“That’s pretty far off if something goes wrong,” muttered Hwang.
“Doctor, if something goes wrong, there is probably squat-all we can do about it, anyway. I’m sure you folks have been chatting about the ship that just came in so you’re probably guessing the same thing I am: that if these Dornaani wanted to put their foot up our ass and wriggle their toes out our nostrils, I doubt there’s a thing in creation we could do about it. On the other hand, if they mean to harm us, they’re going about it in an awful neighborly way. If I was you, I wouldn’t worry about any problems during the transfer—or after.”
Flannery edged back toward the door. “Now, I’ve got a ship to run and a transfer to effect, so I must politely insist that you get your asses into your module, button up, and batten down. You’ve got twenty minutes.” He paused, then saluted. “Do Earth proud, folks.” One long, lanky step had him out the door and gone.
ODYSSEUS
Caine checked his watch—just about fifty minutes since Flannery’s brusque farewell—and then felt a reasonable amount of gravity pushing him down into the acceleration couch once again. Trevor’s voice came out of the ceiling speakers a moment later. “Okay, folks. That bump you felt a few minutes ago was indeed the Dornaani connecting to us via our intership coupling node. Instruments now indicate a spin-generated equivalent of 0.97 gees. Be careful if you get up—we don’t know our rotations per minute yet, so we can’t be sure how bad the inner ear or Coriolis effects are going to be.”
Visser’s voice followed Trevor’s: “Might the gravity be natural? Could we have already shifted, and come out near a planet?”
Caine felt a sudden flush of embarrassment for Visser, was glad that Le Mule did not jump down her throat. It was fairly common knowledge—even for someone who had been asleep for fourteen years—that you couldn’t come out of shift near a planet. The proximity to a gravity well would deform the ship’s re-expression pattern and—pffffftttt: you came out as a whole lot of nothing. And as for the possibility that they might have felt a shift . . .
Caine toggled his own comm link. “I doubt we’ve experienced shift yet, Ms. Visser. You feel a little jolt when you shift. Not painful, just a start—like when you wake up from a falling dream.”
Movement at the entrance to his stateroom caught the corner of his eye: Opal, in a low-cut T-shirt and shorts. Which looked very fine on her.

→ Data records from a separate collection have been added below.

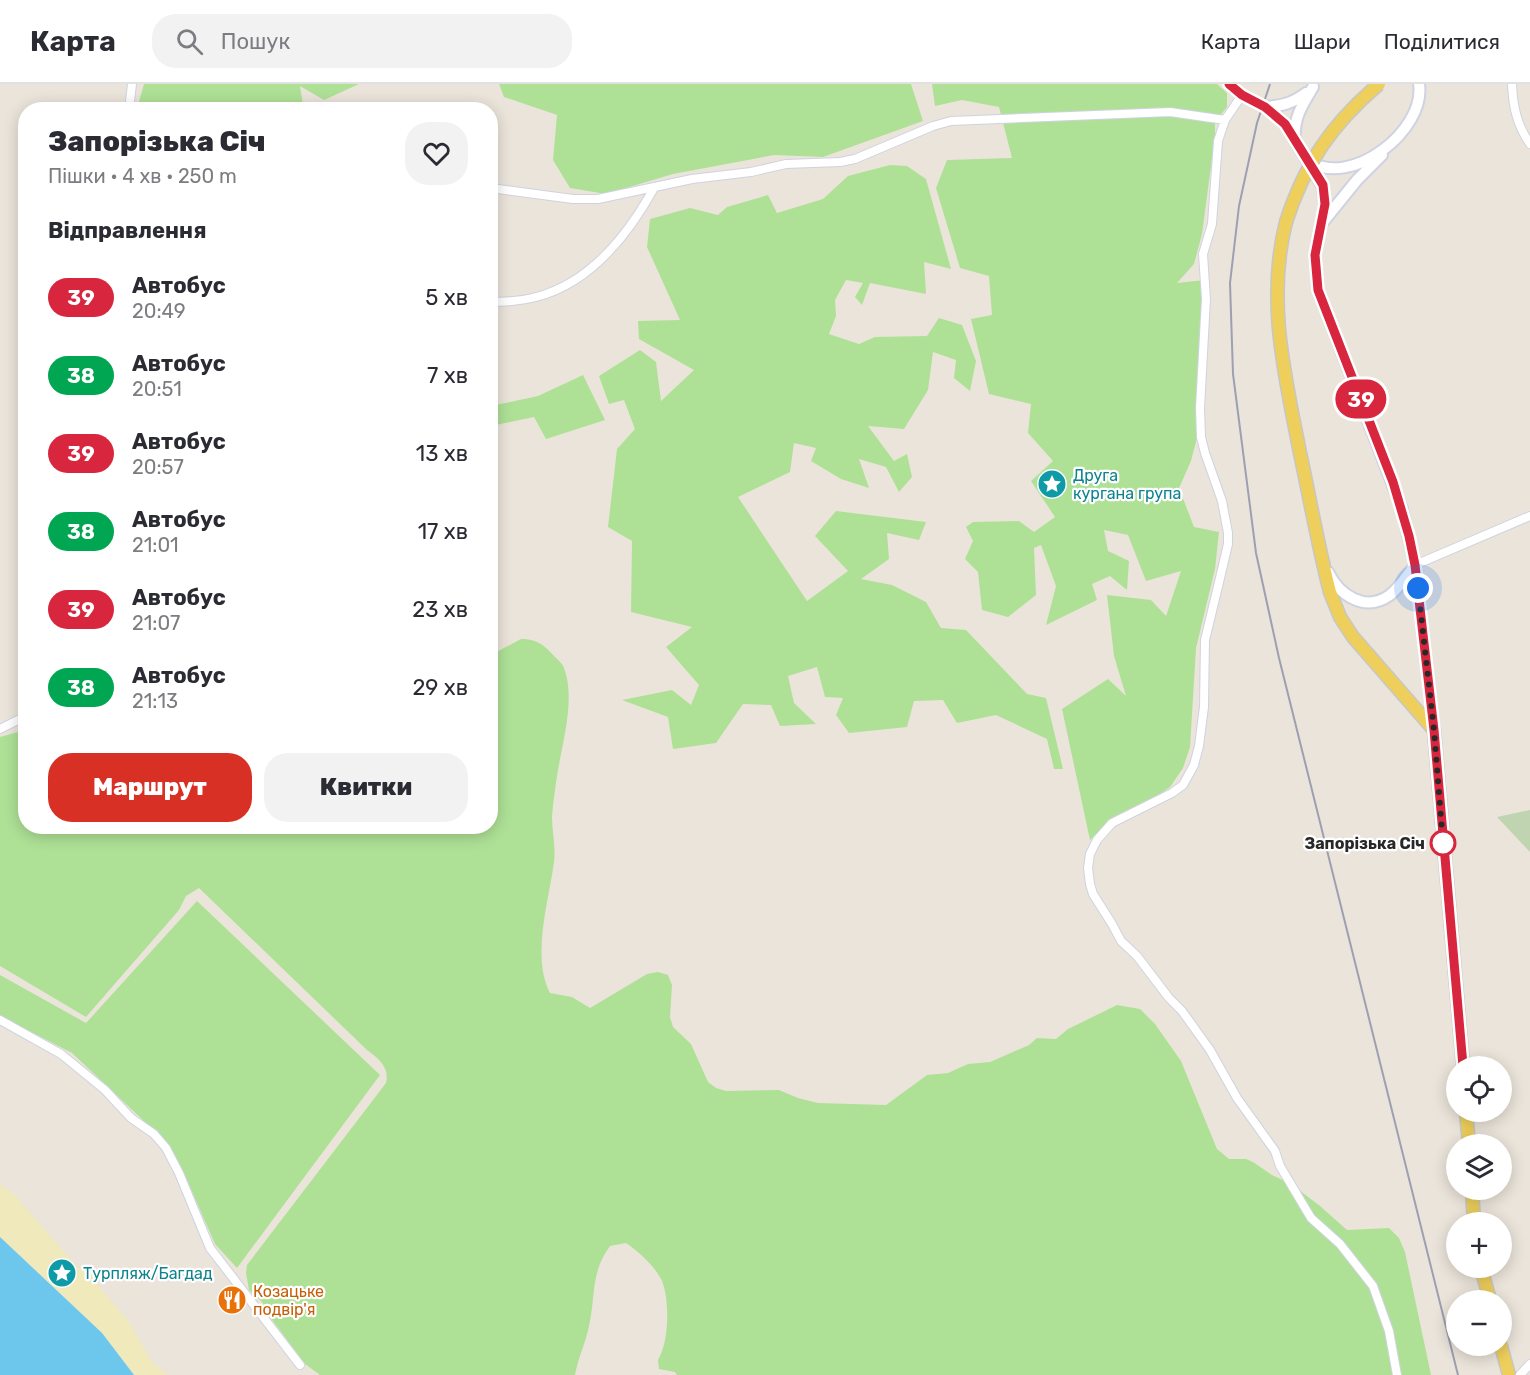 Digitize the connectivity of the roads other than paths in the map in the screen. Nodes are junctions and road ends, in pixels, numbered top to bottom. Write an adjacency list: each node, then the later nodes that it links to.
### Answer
1 (132, 84): 8 (street)
2 (1229, 84): 7 (main road)
3 (1379, 84): 20 (main road, bridge)
4 (1419, 84): 12 (main road)
5 (1512, 84): 13 (street)
6 (1315, 86): 9 (main road); 11 (main road)
7 (1242, 95): 9 (main road); 10 (street)
8 (130, 102)
9 (1265, 107): 11 (main road)
10 (1225, 120): 15 (street); 30 (street)
11 (1295, 141): 14 (main road)
12 (1394, 142): 14 (main road); 17 (main road)
13 (1530, 144)
14 (1304, 158): 17 (main road)
15 (654, 188): 16 (street); 18 (street)
16 (498, 189)
17 (1322, 225): 21 (main road)
18 (498, 301)
19 (1530, 516): 21 (street)
20 (1322, 561): 21 (main road); 24 (main road)
21 (1415, 565): 24 (main road)
22 (18, 720): 23 (street)
23 (0, 729)
24 (1434, 730): 26 (main road)
25 (0, 1020): 29 (street)
26 (1462, 1056)
27 (1504, 1356): 31 (main road)
28 (1530, 1364): 32 (street)
29 (300, 1365)
30 (1397, 1375)
31 (1509, 1375)
32 (1520, 1375) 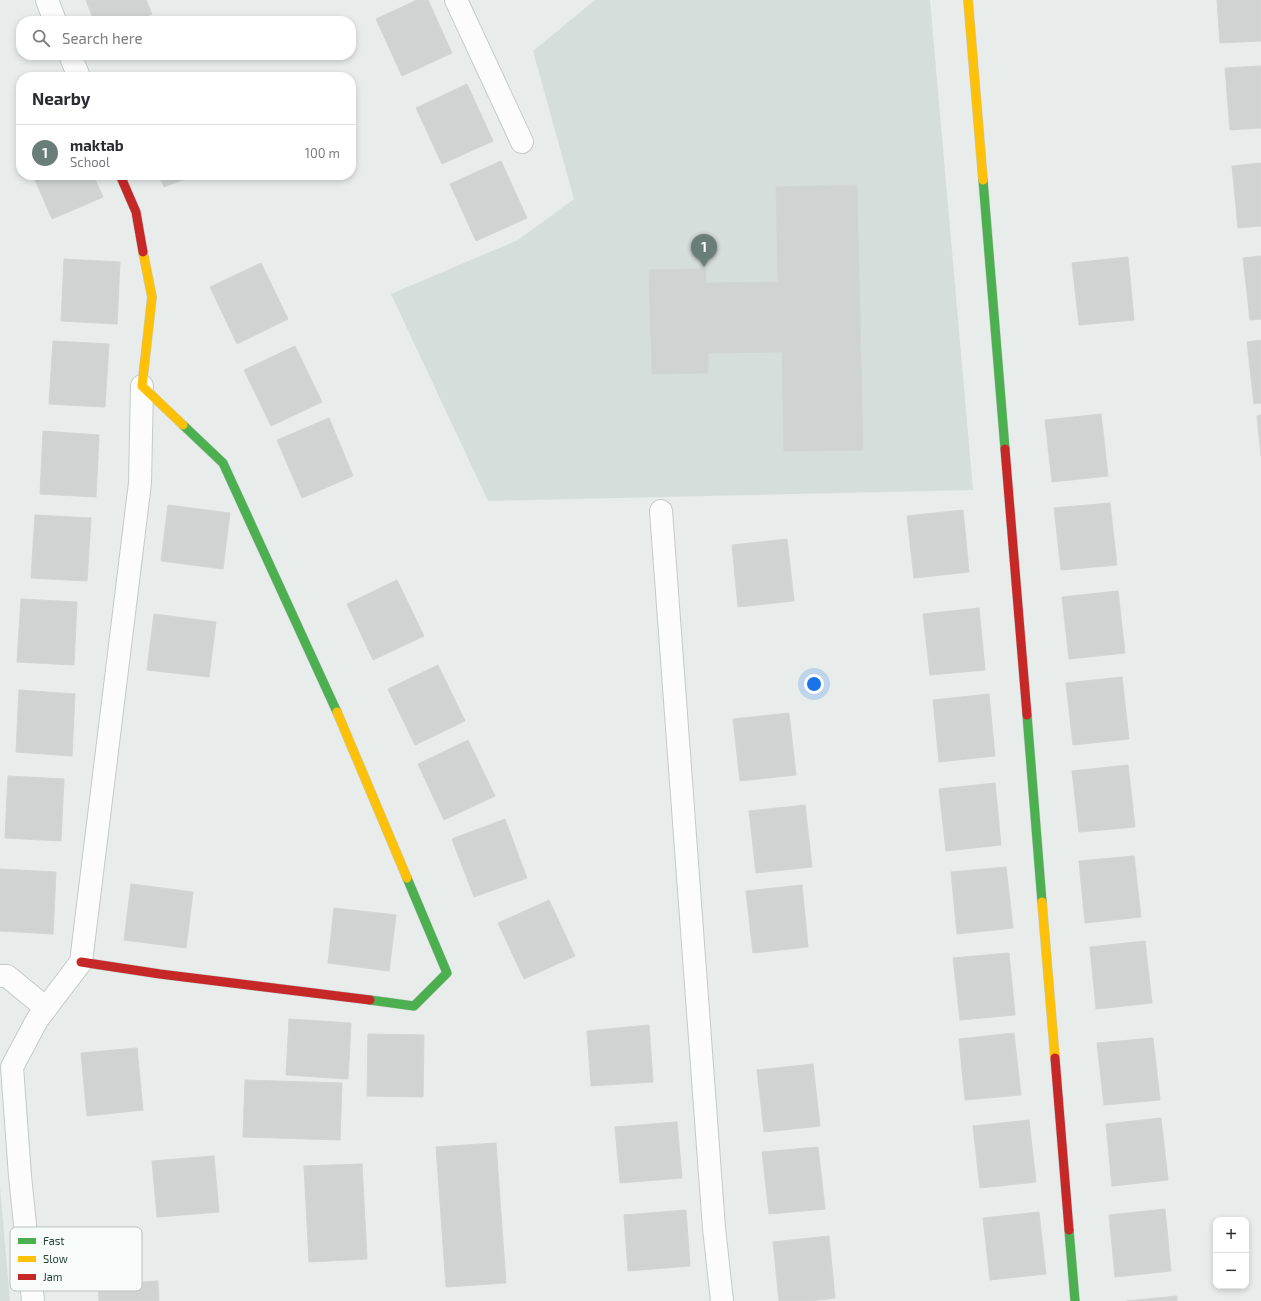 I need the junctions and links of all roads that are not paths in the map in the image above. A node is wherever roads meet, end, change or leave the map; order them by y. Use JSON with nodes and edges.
{"nodes":[{"id":1,"x":46,"y":0,"type":"edge"},
{"id":2,"x":456,"y":0,"type":"edge"},
{"id":3,"x":968,"y":0,"type":"edge"},
{"id":4,"x":53,"y":16,"type":"edge"},
{"id":5,"x":72,"y":60,"type":"edge"},
{"id":6,"x":77,"y":72,"type":"edge"},
{"id":7,"x":522,"y":142,"type":"dead end"},
{"id":8,"x":122,"y":180,"type":"edge"},
{"id":9,"x":142,"y":386,"type":"junction"},
{"id":10,"x":661,"y":512,"type":"dead end"},
{"id":11,"x":81,"y":962,"type":"junction"},
{"id":12,"x":0,"y":976,"type":"edge"},
{"id":13,"x":46,"y":1008,"type":"junction"},
{"id":14,"x":25,"y":1227,"type":"edge"},
{"id":15,"x":32,"y":1291,"type":"edge"},
{"id":16,"x":33,"y":1301,"type":"edge"},
{"id":17,"x":722,"y":1301,"type":"edge"},
{"id":18,"x":1075,"y":1301,"type":"edge"}],
"edges":[{"from":1,"to":4,"type":"street"},
{"from":2,"to":7,"type":"street"},
{"from":3,"to":18,"type":"street"},
{"from":5,"to":6,"type":"street"},
{"from":8,"to":9,"type":"street"},
{"from":9,"to":11,"type":"street"},
{"from":9,"to":11,"type":"street"},
{"from":10,"to":17,"type":"street"},
{"from":11,"to":13,"type":"street"},
{"from":12,"to":13,"type":"street"},
{"from":13,"to":14,"type":"street"},
{"from":15,"to":16,"type":"street"}]}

Caine tapped the commlink which was dragging awkwardly at the neckline of his own tee, rose, smiling—but then saw that her face was as rigid as a mask. He moved past her, closed the door, and steered her toward the acceleration couch on which he had been sitting. She didn’t resist or speak.
He sat down next to her, put a hand on top of hers. She clutched his fingers so quickly and so tightly that he almost cursed. “Opal, what’s wrong?”
Without looking at him, she spat words. “You heard that braying jackass, Le Mule. Shifting is just a nice way of saying that we’re going to be torn into trillions of tiny, subatomic particles.”
“It is a pretty strange concept,” Caine started agreeably.
Opal shut her eyes. “It is suicide.”
He studied her face, started at what he saw there. “Why are you crying?”
She blinked, looked even more surprised than he was, and yelped out a short laugh. “What? I’m what? Crying?”
Caine only nodded: clearly, this was more than just fear.
Opal waved an airy hand. “Oh, that’s nothing. I was just—”
Caine reached out and drew her close slowly, gently. She exhaled and put her arms around him. She was in that position, unmoving, for so long that he wondered if she might have gone to sleep. “Opal, are you—?”
She let out a long sigh. “I’m sorry. I’m—God, I’m such a coward.”
“You?” He held her back to look at her. “You? This is a joke, right?”
“It’s this whole shift business.”
He doubted that, but asked, “What about it?”
“Well, the mere thought of being shredded into subatomic particles—didn’t it scare you, the first time?”
Caine shrugged. “It couldn’t: I was in cold sleep. And by the time they woke me up, I had already been through three shifts. I guess some part of me accepted that if shifting was going to kill me, it would have already done so. But instead, here I am.” He smiled.
And then, she was grabbing his head in both hands and was kissing him. He also felt her shaking, as if she had started crying again, but a moment after he began to respond—eagerly—she stopped trembling. And by that time, he had stopped thinking.